Kelly Todd, CFE
Managing member & member in charge of forensic investigations
Forensic Strategic Solutions, LLC
Despite efforts to prevent fraud, the unfortunate reality is that it still happens — in fact, according to the ACFE's 2016 Report to the Nations, it is estimated that companies lose 5% of revenue each year to fraud. If you suspect fraud has occurred at your organization, take these immediate action steps:
- Safeguard potential evidence. Preservation of evidence is key. Secure any and all potential evidence — but by all means, avoid the temptation to examine the evidence on your own. Electronic evidence is fragile and easily altered. Did you know that simply turning a computer off or on can alter potential evidence? Secure computers, cellphones and external electronic media sources such as thumb drives. Maintaining the evidence will help your forensic accounting team identify what occurred, who committed the fraud and why.
- Gather a team. Enlist a forensic accountant and computer forensic specialist to help you collect, analyze and store the data. It would be wise to hire an outside financial investigator who is familiar with and experienced in fraud investigations — using an in-house accountant is not appropriate, as they are not as objective as an outside source. In fact, someone on the accounting team may be part of the problem. Retain an employment lawyer to ensure you stay on the right side of the law regarding the rights of the suspected employee.
- Deal with the suspected employee. Don’t fire the suspected employee immediately — it could make gathering evidence much more difficult. Instead, restrict their access to company data. Do not let them remove their computer or any other company items and documents from their office.
- Notify your insurance provider. A crucial fact for employers to know is that you must notify your insurance provider within 30 to 60 days, depending on your policy. Failure to do so could cause a loss of coverage.

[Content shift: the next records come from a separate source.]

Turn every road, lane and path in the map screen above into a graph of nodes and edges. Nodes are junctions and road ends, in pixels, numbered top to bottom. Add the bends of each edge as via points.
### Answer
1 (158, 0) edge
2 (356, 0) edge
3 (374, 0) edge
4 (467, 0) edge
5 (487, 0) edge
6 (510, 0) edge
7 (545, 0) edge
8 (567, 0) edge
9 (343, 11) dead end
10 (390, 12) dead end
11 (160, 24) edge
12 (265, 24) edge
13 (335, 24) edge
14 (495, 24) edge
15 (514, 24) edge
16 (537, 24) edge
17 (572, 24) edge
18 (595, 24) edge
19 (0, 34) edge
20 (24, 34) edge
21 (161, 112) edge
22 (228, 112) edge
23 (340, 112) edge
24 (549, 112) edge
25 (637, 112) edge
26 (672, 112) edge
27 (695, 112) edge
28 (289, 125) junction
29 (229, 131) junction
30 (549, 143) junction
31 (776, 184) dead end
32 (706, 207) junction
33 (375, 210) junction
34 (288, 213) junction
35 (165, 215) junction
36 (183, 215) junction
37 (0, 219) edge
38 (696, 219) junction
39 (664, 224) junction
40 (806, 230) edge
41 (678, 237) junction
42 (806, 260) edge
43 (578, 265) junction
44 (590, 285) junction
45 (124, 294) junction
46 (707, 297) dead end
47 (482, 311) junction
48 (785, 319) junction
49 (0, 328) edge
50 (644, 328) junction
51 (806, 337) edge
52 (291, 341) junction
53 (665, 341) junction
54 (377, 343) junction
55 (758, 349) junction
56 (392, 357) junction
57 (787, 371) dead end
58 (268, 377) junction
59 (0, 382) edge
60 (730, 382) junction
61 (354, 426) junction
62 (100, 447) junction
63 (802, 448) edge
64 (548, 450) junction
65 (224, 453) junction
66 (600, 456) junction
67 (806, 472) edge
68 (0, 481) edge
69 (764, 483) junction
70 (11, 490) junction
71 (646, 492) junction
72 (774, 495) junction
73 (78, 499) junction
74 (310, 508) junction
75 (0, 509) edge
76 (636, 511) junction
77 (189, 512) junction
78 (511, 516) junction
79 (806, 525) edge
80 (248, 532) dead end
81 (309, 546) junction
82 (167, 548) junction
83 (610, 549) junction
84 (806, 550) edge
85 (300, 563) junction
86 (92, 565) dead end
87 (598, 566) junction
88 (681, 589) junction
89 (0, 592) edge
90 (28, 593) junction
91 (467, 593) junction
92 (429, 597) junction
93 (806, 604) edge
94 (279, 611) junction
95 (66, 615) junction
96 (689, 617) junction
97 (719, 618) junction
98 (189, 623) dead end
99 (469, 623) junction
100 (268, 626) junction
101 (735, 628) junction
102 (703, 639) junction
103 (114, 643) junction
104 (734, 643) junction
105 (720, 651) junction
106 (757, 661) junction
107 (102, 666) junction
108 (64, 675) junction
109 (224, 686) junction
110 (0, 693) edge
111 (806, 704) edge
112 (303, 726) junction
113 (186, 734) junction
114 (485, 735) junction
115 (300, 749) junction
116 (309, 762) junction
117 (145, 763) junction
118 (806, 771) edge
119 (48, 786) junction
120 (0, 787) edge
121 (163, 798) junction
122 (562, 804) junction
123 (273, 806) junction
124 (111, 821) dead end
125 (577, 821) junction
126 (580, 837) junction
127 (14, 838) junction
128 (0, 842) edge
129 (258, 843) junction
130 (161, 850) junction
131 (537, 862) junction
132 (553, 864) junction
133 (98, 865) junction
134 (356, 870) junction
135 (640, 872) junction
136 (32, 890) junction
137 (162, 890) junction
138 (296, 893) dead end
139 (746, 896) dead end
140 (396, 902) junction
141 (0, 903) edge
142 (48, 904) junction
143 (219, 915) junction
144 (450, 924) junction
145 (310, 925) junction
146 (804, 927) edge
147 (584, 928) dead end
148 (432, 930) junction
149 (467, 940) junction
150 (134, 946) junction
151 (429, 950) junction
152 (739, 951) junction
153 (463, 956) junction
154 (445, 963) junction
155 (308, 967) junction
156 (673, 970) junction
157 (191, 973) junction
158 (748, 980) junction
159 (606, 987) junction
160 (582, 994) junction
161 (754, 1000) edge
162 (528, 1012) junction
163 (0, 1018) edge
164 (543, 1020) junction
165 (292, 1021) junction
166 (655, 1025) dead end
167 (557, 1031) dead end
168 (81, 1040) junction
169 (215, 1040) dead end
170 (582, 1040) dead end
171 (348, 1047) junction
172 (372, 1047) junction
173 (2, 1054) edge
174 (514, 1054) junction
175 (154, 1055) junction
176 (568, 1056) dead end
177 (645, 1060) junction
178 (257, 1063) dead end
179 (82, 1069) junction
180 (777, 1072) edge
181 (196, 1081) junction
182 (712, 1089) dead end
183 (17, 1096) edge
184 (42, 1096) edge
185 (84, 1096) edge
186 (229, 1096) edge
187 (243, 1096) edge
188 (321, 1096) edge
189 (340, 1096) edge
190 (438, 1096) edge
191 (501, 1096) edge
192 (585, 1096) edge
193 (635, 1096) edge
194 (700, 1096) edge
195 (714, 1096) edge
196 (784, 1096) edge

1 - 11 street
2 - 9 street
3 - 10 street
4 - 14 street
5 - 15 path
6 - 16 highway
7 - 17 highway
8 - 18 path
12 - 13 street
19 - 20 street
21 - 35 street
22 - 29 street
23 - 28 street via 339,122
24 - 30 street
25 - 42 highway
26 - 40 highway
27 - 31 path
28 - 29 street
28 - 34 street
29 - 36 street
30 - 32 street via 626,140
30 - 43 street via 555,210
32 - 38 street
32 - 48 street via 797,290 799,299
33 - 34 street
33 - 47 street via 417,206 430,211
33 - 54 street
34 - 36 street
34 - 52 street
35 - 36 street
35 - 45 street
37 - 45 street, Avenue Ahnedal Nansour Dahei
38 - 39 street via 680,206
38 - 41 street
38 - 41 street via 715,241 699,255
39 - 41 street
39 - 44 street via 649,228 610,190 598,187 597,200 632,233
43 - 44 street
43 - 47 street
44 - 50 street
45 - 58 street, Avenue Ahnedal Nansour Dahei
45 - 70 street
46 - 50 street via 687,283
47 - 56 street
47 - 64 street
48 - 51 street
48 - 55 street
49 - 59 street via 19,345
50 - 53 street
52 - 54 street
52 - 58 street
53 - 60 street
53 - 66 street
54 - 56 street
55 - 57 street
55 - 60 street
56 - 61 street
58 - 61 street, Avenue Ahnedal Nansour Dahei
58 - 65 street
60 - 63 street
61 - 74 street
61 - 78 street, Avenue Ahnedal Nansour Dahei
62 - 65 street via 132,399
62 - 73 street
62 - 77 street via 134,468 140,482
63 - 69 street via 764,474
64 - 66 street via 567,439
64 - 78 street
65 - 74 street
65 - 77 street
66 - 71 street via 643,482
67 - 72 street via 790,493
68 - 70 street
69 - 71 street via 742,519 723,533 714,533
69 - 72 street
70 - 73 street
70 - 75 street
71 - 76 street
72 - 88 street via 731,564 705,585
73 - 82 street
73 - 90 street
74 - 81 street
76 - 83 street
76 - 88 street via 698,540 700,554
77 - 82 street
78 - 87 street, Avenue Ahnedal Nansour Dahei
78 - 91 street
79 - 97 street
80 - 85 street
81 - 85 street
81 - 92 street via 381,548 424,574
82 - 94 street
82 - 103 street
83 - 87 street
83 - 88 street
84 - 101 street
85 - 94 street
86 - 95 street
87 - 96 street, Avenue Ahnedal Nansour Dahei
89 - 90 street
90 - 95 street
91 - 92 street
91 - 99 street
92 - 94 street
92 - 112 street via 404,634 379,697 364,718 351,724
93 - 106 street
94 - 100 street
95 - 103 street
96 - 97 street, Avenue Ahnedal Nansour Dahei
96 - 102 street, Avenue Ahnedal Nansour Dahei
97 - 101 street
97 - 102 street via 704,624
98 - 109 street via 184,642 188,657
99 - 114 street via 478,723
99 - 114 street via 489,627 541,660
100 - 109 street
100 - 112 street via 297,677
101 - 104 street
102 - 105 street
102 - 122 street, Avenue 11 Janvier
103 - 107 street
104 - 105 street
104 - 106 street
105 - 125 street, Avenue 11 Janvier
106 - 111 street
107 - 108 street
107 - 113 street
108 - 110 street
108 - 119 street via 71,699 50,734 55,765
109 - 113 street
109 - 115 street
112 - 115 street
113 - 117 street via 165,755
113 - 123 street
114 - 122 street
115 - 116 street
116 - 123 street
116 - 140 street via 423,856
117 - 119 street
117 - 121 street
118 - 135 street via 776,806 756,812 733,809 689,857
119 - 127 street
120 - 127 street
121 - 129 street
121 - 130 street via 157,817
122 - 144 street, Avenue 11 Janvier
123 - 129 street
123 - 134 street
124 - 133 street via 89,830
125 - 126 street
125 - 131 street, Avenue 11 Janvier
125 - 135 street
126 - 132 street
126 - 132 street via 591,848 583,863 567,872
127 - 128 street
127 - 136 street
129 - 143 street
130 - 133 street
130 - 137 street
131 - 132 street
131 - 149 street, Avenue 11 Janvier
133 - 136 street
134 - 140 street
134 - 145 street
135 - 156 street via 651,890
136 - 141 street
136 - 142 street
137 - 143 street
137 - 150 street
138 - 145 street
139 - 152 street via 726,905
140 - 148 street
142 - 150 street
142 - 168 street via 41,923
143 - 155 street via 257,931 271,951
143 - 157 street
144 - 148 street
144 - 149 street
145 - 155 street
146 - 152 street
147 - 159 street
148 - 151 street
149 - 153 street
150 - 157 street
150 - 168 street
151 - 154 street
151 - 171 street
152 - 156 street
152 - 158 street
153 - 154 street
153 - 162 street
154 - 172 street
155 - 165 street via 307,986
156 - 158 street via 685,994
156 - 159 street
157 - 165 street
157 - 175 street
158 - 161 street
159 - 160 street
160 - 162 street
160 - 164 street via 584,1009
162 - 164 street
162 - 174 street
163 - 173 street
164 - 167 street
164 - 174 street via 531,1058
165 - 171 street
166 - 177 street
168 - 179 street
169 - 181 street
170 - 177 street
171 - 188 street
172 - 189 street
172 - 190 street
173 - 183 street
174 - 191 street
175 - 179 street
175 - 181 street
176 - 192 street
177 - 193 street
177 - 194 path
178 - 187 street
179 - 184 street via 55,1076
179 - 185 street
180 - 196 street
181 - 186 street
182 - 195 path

- File proof of loss. You will need to document any losses with your insurance provider in a specified time frame. Documenting a claim with an insurance provider takes time to ensure it is properly recorded. It is possible to file an extension should you need one, but be sure not to miss any deadlines or you risk forfeiting coverage.
The best way to mitigate fraud risks is to have internal controls and external resources available to prevent them from happening in the first place. Should fraud occur, the initial steps you take in addressing suspected fraud can hinder or greatly help your efforts — don’t make the mistake of collecting evidence and acting without the assistance of a team of forensic specialists and legal professionals.